In the end, USAK is clearly worth more in a turnaround situation than Knight is giving it credit for. We believe a potential suitor could pay much more than where USAK is currently trading and still have it be monetarily accretive.
Valuation: Gaping Hole between Knight’s Bid and What USAK Is Worth
We think it is very unlikely that USAK will get bought out at $9.00 or even at its current price. Below, we show various margins of USAK’s competitors that give reason as to why the company is an attractive investment:
If USAK can get closer to a normalized margin in the industry and trade at similar multiples, the upside from current prices is $30-$40/share.
In a recent presentation, USAK pointed out that if they improve their operating ratio in 2014, they would generate $1.60/share in EPS in 2014. The average P/E multiple in the industry is 18, which implies a $28.80 stock on $1.60/share in EPS. Furthermore, it is clear that others in the industry have generated high single-digit operating margins, in which case USAK could generate even more EPS.

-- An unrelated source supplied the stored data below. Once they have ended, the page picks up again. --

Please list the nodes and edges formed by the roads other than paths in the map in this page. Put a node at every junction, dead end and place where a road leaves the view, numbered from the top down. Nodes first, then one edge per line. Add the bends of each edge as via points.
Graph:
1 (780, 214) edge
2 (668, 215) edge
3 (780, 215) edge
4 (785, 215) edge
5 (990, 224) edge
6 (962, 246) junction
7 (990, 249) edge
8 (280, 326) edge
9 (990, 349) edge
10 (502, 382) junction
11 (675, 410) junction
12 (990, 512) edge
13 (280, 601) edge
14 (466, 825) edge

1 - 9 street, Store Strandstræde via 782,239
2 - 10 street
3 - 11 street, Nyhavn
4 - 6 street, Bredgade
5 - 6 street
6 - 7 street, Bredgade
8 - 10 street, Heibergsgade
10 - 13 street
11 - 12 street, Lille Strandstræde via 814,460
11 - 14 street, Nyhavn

We can understand why Knight is so interested. Again, the average P/BV of the trucking competitor set that Knight used in its presentation was 3.43, or 2.17 excluding SWFT who has an abnormally high P/BV. Assuming 2.17x Knight’s Book Value of $10.23/share, we get to a price target of $22.20. We realize that Knight will not want to pay the average book value of the industry. Even if we assume Knight pays a significant discount to the peer multiples, we still think this transaction could happen in the near-term at a level between $17-$22/share.

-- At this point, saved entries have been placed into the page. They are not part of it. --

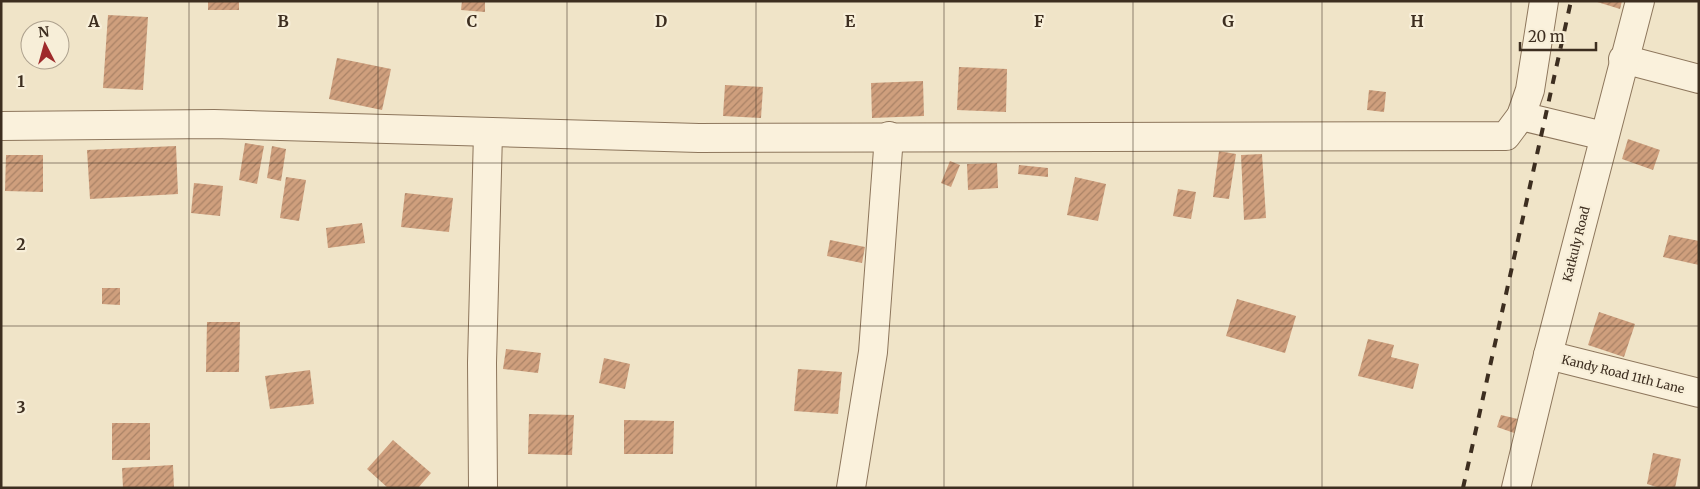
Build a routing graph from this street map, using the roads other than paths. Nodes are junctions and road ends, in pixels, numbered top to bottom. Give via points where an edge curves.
1 (1544, 1) edge
2 (1640, 1) edge
3 (1624, 59) junction
4 (1699, 79) edge
5 (1, 126) edge
6 (1514, 126) junction
7 (488, 133) junction
8 (888, 136) junction
9 (1604, 136) junction
10 (1548, 355) junction
11 (1699, 393) edge
12 (483, 488) edge
13 (851, 488) edge
14 (1516, 488) edge

1 - 6 street via 1530,90
2 - 3 street, Katkuly Road
3 - 4 street
3 - 9 street, Katkuly Road
5 - 7 street via 214,124
6 - 8 street
6 - 9 street
7 - 8 street via 699,138
7 - 12 street via 482,363
8 - 13 street via 873,352
9 - 10 street, Katkuly Road
10 - 11 street, Kandy Road 11th Lane
10 - 14 street, Katkuly Road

Valuation Based on Price/Book Value
We think that looking at this on a P/BV makes sense because we believe that Knight should be able to raise USAK’s margins to a level more similar to that of the peer group. Knight itself trades at 2.6x book value and generates 19% EBITDA margins, one of the highest of the peer group, indicating that they are likely one of the best operators in the group.
Valuation Based on Earnings Power
Looking at this from an Earnings Power perspective, if USAK can get their operating margins to a more normalized level (which they have done in the past without issue), the company could earn $1.60/share in 2014. On a long-term basis, if USAK was able to raise its net income margins to the same level as Knight’s, it would generate $3.22/share on 2014 revenue estimates of $602 million. With comparable P/E ratios in the industry ranging from 17x to 21x, we believe a valuation of $25-$40/share is not unrealistic once the true earnings power of the business is demonstrated. This is why we believe management has stated that USAK is “dramatically undervalued” at the price Knight wishes to take the company private.
Valuation Based on Enterprise Value/Sales
One other valuation method we consider is EV/Sales. The average EV/Sales of the competitors in Knight’s presentation, excluding USAK, is 1.13x. At 2014 estimates (per presentation) of $475 million in sales, that is $537 million EV and a $38.35/share market price. (Please note that analyst 2014 revenue estimates per Reuters are $602 million, which implies upside to this scenario).
So, three different valuation metrics for USAK as well as peer comparisons substantiate dramatically higher prices than today’s prices. Now, given that USAK is currently underperforming its competitors on an operating basis with lower margins, we believe some discount is warranted. However, we think the discount does not accurately represent the difference between USAK’s current price and the various valuations we have presented. We believe a strategic acquirer would recognize this difference, and in this case that acquirer is Knight.
We think it is only a matter of time before more investors recognize the hidden clues buried in SEC document; clues that have been pushing USAK shares higher. The fact a highly successful firm like Baker Street Capital is investing a good deal of money in USAK shares gives us confidence that even if Knight does not acquire USAK there is value well beyond Knight.